Moving our mobile home to the property was an extra $1.5K (knocked down to $1.1K as some of our plumbing got damaged in the move – so we had to take into account extra plumbing costs). It cost a lot of physical labor and some minor costs for pipes, fittings, etc. to get hooked up to the well and septic system, plus a ditch digger rental cost since the hookups were damaged and needed moved and rebuilt.
In all, it took about $15K to get moved to our land. Keep in mind, this is with an older mobile home we already owned and that couldn’t have a loan taken on it (1970’s model) – a land/mobile home package would likely have covered a lot of costs, but with a much bigger monthly payment.
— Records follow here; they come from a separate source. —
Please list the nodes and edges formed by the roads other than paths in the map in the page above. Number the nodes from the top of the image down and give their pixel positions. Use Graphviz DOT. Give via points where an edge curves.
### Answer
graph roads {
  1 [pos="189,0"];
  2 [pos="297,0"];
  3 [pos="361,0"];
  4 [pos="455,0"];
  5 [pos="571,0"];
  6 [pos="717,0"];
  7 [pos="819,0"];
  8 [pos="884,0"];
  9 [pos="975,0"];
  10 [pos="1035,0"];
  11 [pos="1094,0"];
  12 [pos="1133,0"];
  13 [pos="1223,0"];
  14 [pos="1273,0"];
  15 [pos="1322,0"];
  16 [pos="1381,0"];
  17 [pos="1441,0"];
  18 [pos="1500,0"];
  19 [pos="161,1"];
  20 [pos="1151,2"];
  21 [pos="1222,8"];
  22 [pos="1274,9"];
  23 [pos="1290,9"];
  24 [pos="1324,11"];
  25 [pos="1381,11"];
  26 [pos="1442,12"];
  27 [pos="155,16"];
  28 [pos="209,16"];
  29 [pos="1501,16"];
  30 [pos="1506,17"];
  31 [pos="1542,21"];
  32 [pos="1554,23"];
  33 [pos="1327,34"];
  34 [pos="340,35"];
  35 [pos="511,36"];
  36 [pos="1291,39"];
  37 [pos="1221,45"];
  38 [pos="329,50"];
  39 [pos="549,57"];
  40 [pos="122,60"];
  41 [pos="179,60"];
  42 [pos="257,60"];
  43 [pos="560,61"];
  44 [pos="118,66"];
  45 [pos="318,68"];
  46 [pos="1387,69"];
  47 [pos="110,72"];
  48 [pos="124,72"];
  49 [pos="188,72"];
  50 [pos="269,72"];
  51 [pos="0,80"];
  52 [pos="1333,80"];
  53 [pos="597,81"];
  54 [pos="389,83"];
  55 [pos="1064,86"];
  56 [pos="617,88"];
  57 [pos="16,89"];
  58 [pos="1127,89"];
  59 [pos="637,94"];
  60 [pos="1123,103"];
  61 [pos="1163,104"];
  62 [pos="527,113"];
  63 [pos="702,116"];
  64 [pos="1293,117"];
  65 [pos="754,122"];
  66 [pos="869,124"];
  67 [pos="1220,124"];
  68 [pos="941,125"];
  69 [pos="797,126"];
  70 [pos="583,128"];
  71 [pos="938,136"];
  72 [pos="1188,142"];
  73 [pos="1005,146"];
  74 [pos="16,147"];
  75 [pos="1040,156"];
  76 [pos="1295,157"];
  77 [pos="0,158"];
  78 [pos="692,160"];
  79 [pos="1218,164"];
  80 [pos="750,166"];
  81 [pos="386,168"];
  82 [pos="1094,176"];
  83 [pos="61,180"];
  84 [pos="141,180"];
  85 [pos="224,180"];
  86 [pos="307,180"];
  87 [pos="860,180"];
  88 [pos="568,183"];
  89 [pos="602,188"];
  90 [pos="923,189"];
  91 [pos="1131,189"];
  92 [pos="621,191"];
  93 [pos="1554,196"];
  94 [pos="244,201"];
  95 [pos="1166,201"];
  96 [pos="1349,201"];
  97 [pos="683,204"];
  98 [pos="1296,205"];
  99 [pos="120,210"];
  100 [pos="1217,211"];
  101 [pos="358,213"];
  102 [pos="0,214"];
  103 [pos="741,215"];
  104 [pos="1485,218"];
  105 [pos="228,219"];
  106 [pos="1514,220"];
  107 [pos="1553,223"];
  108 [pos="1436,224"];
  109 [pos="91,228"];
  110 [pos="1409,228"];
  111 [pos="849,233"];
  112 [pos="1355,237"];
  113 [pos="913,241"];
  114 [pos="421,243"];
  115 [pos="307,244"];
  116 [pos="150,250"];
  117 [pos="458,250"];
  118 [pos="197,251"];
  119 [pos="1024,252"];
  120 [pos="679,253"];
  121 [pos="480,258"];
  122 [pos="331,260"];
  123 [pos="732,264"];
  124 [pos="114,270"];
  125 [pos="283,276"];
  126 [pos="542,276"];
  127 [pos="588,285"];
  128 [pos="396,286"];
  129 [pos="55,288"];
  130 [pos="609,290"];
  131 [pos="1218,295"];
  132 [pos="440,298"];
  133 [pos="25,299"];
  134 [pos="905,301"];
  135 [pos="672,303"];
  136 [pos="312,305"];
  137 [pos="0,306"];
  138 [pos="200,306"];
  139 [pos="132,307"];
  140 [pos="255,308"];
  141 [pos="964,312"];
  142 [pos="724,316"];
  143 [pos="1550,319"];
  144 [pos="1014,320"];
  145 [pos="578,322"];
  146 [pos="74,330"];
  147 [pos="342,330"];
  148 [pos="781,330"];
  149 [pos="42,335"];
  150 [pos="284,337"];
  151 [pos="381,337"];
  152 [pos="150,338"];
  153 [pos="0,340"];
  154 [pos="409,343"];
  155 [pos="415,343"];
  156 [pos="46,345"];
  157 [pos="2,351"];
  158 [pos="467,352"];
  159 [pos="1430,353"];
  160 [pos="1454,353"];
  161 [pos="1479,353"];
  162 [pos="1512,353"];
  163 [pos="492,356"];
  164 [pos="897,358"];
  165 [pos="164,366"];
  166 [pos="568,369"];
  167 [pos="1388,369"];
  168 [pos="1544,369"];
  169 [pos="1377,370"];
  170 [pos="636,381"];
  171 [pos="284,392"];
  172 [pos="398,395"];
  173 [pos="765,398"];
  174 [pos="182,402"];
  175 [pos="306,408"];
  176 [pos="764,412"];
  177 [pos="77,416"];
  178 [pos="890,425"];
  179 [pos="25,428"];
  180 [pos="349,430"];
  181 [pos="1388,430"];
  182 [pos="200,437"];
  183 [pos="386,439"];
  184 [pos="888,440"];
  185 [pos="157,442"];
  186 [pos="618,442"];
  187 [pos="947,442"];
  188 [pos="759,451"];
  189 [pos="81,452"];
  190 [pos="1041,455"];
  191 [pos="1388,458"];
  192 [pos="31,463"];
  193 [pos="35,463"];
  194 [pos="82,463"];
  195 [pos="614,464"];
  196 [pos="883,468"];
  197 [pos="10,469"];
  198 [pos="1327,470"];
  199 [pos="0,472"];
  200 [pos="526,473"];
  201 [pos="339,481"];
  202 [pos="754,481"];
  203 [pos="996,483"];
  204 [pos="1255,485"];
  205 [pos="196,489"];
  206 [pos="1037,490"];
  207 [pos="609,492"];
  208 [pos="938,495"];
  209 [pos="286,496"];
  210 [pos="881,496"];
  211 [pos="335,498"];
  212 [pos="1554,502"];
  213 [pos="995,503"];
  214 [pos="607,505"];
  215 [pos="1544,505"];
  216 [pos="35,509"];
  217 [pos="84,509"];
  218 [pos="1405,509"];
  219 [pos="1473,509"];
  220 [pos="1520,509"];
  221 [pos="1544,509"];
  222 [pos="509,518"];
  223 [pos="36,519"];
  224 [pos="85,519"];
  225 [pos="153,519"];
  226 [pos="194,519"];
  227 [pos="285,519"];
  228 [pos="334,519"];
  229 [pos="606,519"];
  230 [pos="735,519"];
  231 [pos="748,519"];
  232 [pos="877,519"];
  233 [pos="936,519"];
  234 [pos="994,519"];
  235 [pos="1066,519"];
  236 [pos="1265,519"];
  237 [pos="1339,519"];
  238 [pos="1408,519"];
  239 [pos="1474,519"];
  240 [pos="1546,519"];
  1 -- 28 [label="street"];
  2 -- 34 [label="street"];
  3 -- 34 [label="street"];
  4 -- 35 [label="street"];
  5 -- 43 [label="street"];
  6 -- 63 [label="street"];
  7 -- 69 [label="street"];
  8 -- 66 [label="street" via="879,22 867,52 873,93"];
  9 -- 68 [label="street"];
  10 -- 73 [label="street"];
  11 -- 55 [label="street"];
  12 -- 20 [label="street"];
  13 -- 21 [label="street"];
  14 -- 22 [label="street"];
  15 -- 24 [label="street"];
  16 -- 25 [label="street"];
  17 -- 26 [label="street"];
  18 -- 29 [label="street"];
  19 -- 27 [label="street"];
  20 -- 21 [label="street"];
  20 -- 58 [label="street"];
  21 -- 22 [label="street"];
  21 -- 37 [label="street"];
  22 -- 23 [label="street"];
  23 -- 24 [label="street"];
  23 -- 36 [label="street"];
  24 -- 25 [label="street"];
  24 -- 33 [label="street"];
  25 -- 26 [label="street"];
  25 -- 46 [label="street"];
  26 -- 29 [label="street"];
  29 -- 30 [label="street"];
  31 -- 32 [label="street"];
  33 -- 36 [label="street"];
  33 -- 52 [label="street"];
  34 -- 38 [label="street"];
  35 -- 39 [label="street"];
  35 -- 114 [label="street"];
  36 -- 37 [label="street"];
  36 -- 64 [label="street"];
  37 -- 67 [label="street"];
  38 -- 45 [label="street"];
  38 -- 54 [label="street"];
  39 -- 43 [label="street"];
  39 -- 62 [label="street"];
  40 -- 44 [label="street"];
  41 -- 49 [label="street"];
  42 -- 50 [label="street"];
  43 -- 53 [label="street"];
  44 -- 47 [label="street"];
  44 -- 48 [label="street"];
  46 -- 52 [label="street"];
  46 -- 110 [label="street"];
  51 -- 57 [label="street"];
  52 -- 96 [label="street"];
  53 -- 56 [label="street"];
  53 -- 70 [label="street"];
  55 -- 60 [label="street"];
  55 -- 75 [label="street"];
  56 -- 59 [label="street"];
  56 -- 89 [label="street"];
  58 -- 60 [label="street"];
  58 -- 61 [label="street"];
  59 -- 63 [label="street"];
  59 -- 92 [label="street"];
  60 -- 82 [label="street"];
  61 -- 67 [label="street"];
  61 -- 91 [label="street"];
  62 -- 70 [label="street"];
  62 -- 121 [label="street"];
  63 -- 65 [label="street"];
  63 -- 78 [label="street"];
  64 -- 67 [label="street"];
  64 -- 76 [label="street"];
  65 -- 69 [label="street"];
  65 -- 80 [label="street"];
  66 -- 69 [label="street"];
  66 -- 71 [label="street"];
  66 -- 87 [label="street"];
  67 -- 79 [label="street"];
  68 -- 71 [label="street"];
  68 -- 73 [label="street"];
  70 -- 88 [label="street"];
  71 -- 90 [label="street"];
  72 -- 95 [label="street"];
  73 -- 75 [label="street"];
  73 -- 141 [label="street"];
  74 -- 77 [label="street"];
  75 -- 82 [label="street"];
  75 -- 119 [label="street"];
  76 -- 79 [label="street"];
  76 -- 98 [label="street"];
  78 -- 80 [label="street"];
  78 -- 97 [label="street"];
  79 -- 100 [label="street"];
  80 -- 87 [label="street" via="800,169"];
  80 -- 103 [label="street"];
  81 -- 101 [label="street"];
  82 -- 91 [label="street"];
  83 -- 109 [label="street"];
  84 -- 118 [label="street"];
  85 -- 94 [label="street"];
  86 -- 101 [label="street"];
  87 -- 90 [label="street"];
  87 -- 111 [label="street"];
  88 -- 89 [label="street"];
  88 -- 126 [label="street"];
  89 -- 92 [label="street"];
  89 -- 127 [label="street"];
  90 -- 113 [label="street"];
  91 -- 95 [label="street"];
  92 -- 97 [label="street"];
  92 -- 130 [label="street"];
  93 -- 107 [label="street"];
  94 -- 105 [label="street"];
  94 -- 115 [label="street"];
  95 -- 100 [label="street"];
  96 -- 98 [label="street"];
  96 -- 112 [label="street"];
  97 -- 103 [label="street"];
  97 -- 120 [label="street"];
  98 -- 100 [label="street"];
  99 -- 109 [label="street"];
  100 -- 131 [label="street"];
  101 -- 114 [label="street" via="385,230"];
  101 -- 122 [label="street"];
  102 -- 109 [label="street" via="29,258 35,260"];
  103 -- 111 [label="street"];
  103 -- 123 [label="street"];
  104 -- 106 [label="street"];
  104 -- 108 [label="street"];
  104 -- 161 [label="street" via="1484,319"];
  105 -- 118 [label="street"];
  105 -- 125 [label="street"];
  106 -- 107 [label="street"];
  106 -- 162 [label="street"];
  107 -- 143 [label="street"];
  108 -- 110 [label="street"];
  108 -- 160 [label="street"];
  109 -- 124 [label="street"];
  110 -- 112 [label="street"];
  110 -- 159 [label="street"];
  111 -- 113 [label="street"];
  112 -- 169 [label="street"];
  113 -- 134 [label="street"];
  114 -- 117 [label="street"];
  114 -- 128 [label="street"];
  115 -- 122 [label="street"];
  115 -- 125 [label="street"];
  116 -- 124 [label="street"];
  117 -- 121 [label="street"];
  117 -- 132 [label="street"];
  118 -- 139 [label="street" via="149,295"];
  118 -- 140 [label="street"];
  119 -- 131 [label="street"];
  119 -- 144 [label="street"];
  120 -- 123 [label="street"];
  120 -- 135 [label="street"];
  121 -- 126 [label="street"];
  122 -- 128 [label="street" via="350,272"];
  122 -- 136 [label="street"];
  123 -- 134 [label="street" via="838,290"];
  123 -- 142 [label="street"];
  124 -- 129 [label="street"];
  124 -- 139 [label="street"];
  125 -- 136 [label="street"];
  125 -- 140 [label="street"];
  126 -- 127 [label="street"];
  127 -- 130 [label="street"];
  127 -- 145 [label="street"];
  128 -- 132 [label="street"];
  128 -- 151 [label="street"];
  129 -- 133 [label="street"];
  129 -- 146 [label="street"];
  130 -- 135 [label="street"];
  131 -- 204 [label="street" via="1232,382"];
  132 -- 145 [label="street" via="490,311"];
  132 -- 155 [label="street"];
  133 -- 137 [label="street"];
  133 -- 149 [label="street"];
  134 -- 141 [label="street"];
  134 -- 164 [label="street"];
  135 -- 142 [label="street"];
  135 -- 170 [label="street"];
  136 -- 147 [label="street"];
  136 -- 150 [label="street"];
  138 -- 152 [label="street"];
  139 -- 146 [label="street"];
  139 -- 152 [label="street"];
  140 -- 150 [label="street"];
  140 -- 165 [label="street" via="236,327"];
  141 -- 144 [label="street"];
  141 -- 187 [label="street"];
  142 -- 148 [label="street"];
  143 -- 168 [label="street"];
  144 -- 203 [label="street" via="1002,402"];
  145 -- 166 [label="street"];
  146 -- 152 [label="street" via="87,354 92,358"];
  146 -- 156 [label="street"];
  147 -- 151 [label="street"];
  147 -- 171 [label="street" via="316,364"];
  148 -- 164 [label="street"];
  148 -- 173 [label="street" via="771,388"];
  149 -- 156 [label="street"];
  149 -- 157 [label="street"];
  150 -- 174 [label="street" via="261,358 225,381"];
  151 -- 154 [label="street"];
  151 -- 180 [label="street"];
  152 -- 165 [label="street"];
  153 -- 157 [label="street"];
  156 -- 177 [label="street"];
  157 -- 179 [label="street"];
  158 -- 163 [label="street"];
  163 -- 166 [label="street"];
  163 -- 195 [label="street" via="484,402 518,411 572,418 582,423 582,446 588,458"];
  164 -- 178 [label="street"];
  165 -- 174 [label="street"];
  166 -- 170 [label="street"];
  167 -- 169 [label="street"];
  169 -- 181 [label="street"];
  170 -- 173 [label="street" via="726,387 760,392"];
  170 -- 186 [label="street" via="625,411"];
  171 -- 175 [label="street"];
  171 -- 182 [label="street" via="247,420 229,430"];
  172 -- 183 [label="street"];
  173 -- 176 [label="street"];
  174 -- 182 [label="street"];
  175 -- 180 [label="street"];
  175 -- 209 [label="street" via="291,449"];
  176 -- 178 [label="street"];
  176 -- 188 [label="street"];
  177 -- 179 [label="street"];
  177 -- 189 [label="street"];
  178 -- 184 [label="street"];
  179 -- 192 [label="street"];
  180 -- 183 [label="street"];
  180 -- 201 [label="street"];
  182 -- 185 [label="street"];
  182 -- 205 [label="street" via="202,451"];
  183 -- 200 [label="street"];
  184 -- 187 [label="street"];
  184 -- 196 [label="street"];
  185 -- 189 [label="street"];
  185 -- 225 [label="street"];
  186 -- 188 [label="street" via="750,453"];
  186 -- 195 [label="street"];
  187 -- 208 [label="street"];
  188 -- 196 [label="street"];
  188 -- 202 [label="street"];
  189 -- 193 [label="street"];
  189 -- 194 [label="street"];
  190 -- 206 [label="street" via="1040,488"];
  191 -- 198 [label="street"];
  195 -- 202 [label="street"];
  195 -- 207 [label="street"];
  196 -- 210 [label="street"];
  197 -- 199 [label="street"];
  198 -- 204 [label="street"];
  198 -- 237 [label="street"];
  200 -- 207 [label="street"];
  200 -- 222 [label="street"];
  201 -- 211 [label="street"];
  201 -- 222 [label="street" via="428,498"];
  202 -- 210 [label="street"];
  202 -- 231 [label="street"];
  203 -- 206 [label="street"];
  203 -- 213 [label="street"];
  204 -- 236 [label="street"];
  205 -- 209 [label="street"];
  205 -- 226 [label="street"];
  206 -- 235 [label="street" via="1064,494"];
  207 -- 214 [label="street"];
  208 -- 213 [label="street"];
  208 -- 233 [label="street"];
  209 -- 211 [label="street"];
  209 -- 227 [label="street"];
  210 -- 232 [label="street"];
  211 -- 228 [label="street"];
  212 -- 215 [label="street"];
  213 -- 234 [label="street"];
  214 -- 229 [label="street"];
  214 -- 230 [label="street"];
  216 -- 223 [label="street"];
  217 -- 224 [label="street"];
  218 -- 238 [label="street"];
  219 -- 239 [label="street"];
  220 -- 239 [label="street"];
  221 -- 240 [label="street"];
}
We managed to pay off our personal loans within the first 2 years, and are left with a $240/month payment that will be paid off in 10 years. We also could have gotten a 20 year loan with more money down, but the monthly savings were nil, so we went with the 10 year commercial land loan. Because we want the land usable for horses and other purposes, there are ongoing projects and expenditures, but overall, this was a VERY good deal for us.
Summer 2020: Our land is old pasture that’s been allowed to grow wild for over 50 years! Cleaning it up for horses has been a slow build, and this shows the first year of clean up and the horses out on 1.5 acres of wooded land. They still have their .3 acre drylot next to the house, which we close them in for windy conditions (falling limbs) and acorn season.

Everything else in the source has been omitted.